• PROBLEM STATEMENT: Every line from the one with "middle pip: (675, 328)" up to and including the one with "middle mcp: (124, 111)" is to be output exactly as it appears below; pictures are not.

Structured pose outputs:
-*-

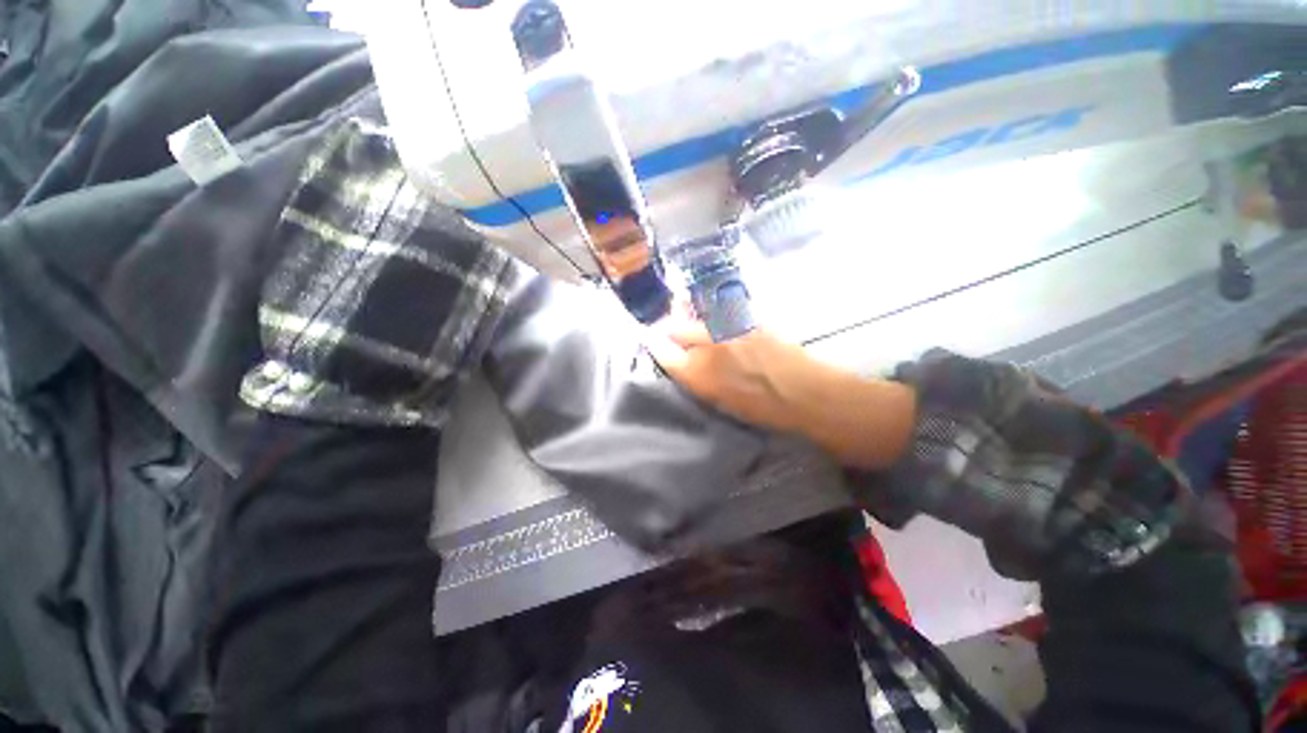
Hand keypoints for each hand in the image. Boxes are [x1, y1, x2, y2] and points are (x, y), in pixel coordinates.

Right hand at [643, 307, 824, 432]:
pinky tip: (721, 325)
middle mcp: (707, 345)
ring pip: (697, 317)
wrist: (803, 391)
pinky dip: (715, 318)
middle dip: (670, 330)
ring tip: (697, 327)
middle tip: (672, 334)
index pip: (663, 352)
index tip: (649, 340)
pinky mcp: (746, 317)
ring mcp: (727, 327)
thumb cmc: (761, 408)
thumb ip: (696, 378)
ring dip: (691, 322)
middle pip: (675, 328)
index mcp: (698, 373)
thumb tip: (683, 363)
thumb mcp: (719, 401)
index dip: (654, 345)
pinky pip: (720, 314)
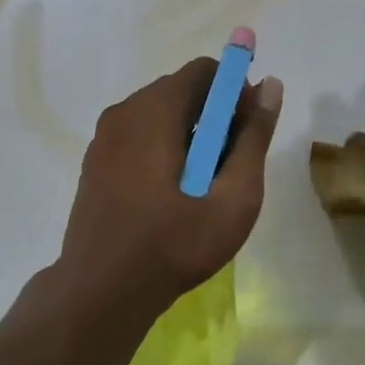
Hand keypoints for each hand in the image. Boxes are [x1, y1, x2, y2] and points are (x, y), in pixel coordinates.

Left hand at [57, 59, 283, 319]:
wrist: (100, 293)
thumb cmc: (174, 244)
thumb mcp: (232, 197)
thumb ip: (253, 137)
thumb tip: (270, 85)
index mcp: (154, 110)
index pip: (204, 71)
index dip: (235, 92)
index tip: (247, 131)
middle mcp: (124, 111)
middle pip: (181, 91)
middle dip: (214, 116)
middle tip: (231, 165)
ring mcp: (104, 137)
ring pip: (159, 115)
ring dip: (189, 134)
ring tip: (203, 186)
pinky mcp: (94, 161)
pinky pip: (138, 136)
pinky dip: (162, 148)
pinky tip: (171, 194)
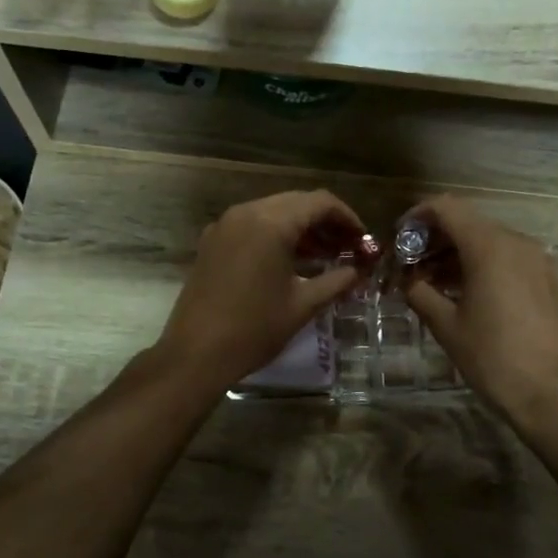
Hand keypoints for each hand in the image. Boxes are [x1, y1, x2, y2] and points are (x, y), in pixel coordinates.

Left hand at [154, 189, 366, 392]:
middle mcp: (246, 213)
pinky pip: (252, 226)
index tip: (362, 240)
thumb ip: (336, 281)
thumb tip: (358, 272)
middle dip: (325, 222)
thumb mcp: (303, 305)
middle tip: (347, 248)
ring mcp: (225, 226)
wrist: (195, 354)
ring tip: (325, 256)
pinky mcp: (212, 242)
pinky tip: (291, 262)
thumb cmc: (254, 329)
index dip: (347, 217)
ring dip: (301, 229)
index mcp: (271, 223)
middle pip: (296, 203)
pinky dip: (276, 235)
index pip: (319, 202)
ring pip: (273, 212)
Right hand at [399, 194, 557, 418]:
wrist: (551, 393)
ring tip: (434, 282)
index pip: (447, 208)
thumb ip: (420, 293)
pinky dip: (484, 264)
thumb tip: (407, 280)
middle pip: (469, 221)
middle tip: (412, 264)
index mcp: (489, 247)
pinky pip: (510, 258)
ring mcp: (538, 259)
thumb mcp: (446, 326)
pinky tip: (468, 293)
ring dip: (459, 252)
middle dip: (436, 238)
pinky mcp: (550, 279)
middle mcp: (517, 242)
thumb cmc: (492, 357)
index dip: (418, 216)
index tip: (400, 238)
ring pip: (490, 240)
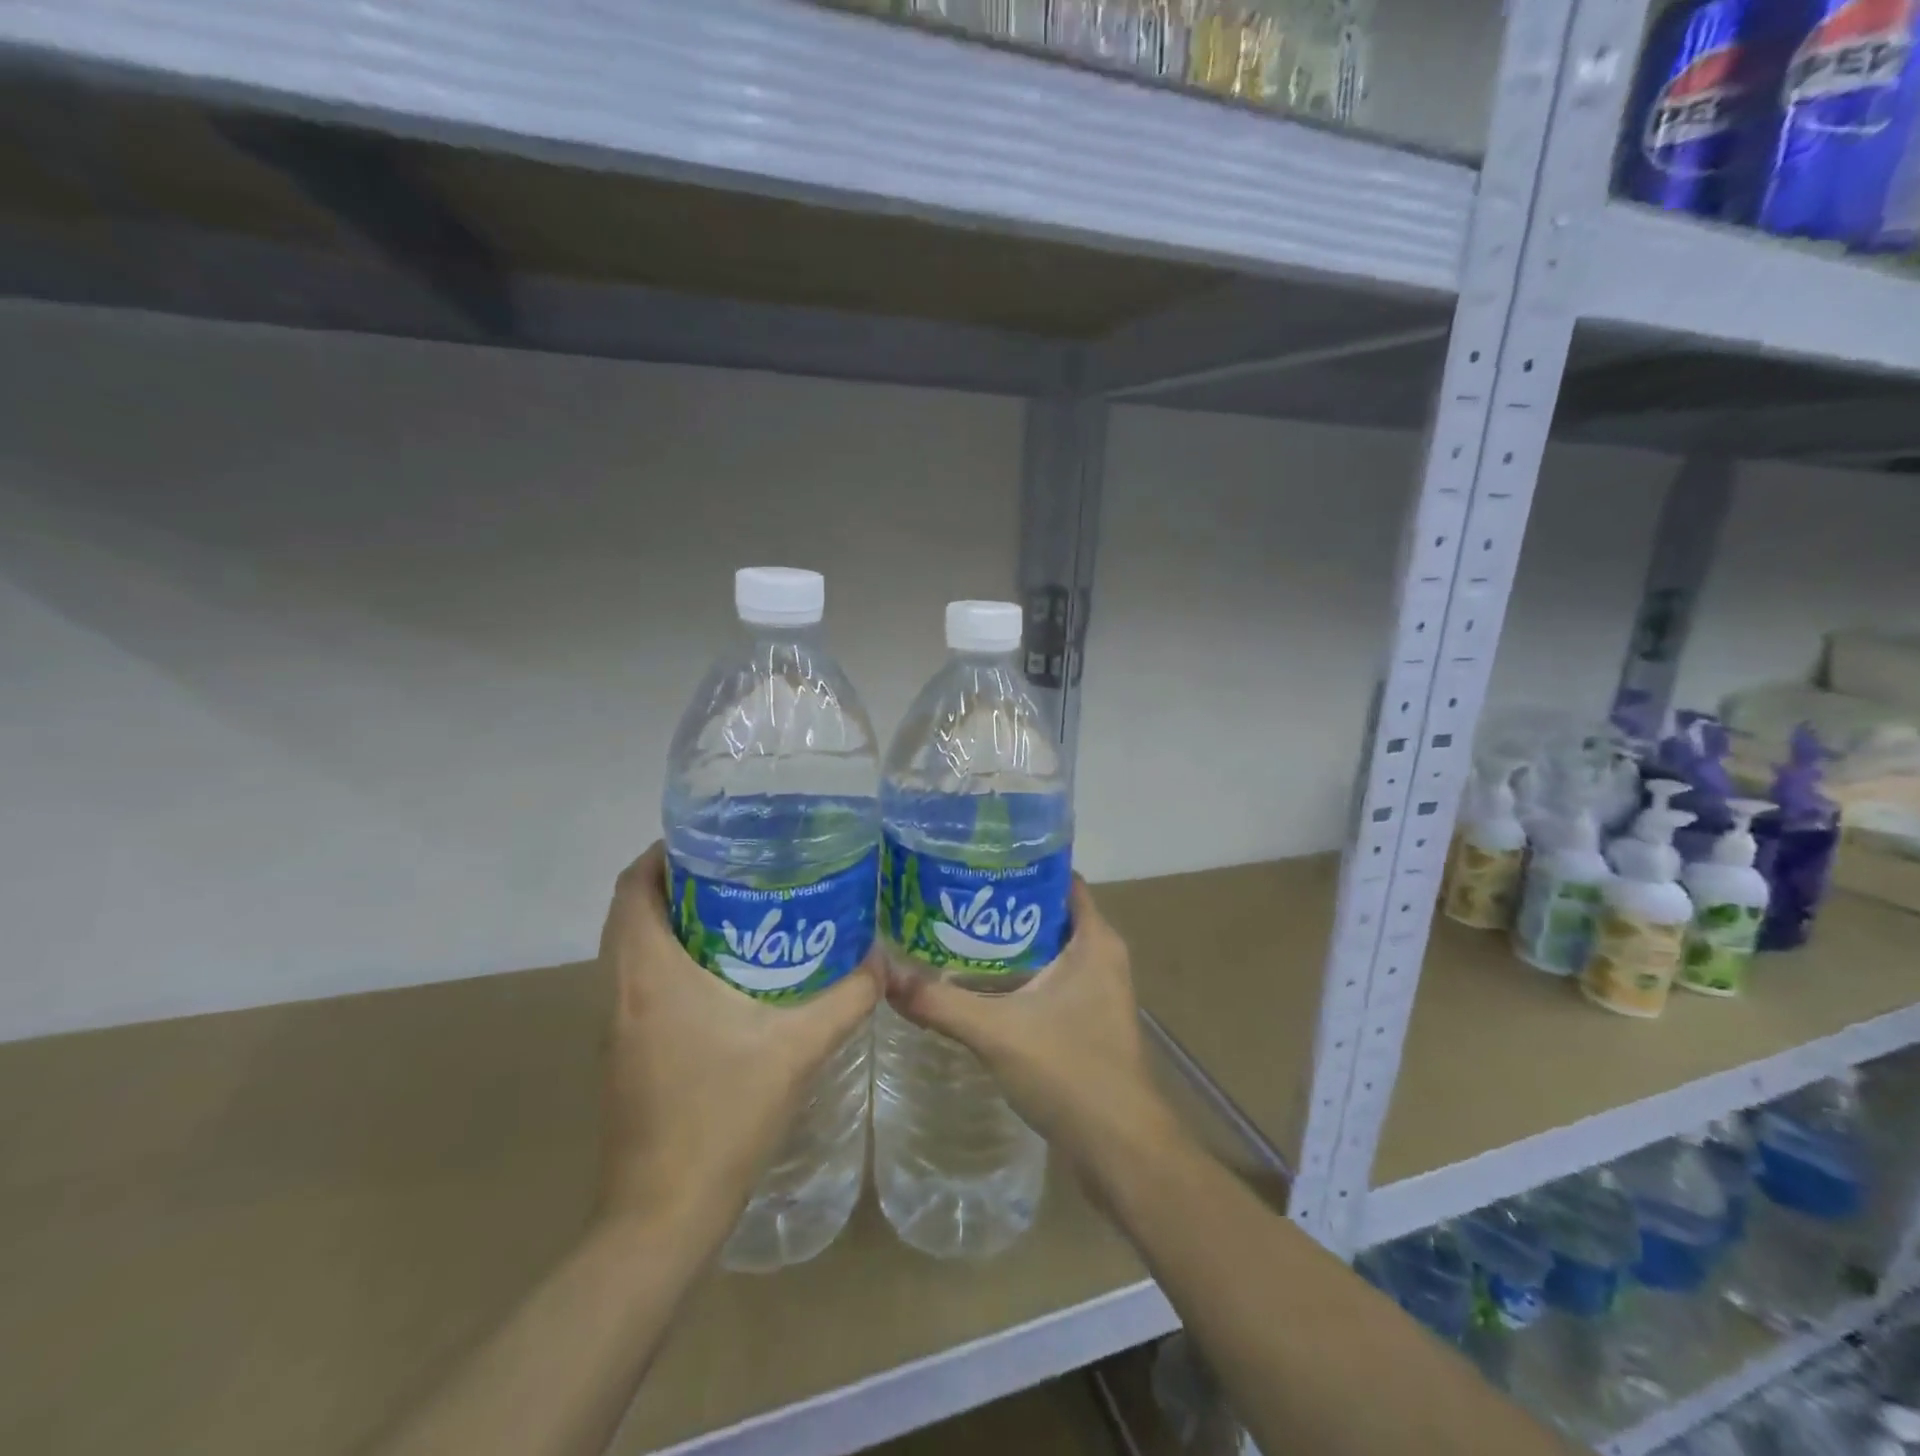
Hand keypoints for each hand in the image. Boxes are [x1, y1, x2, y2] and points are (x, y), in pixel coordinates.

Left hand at [595, 843, 878, 1234]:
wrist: (663, 1216)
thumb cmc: (721, 1116)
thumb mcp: (798, 1049)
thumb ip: (846, 998)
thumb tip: (882, 959)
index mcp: (650, 974)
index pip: (632, 887)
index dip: (661, 853)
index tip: (710, 838)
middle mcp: (622, 990)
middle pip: (631, 912)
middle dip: (677, 882)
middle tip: (739, 868)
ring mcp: (618, 1025)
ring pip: (634, 949)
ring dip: (674, 922)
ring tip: (741, 909)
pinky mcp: (626, 1053)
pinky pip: (641, 983)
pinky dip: (674, 960)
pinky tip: (730, 974)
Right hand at [879, 877, 1166, 1163]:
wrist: (1121, 1149)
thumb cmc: (1070, 1072)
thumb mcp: (997, 1032)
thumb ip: (940, 1003)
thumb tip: (885, 976)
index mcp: (1094, 940)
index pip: (1060, 879)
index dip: (1022, 864)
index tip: (976, 860)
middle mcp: (1101, 956)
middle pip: (1048, 912)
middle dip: (1003, 904)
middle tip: (951, 897)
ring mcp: (1098, 990)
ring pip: (1047, 950)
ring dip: (1008, 943)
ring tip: (954, 933)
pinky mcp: (1088, 1021)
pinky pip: (1049, 981)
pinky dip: (1018, 976)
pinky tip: (978, 984)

-*-

• REPLY:
middle pip: (675, 328)
index mcp: (698, 373)
thumb tip: (683, 363)
thumb mcp: (719, 401)
index dip: (654, 345)
pinky pip: (720, 314)
Hand keypoints for each hand in the image. Boxes are [x1, y1, x2, y2] and points are (x, y), in pixel coordinates.

Left hand at [57, 59, 283, 319]:
wrist: (100, 293)
thumb cmc: (174, 244)
thumb mcp: (232, 197)
thumb ip: (253, 137)
thumb tip: (270, 85)
index mcp: (154, 110)
index pip: (204, 71)
index dip: (235, 92)
index tip: (247, 131)
middle mcp: (124, 111)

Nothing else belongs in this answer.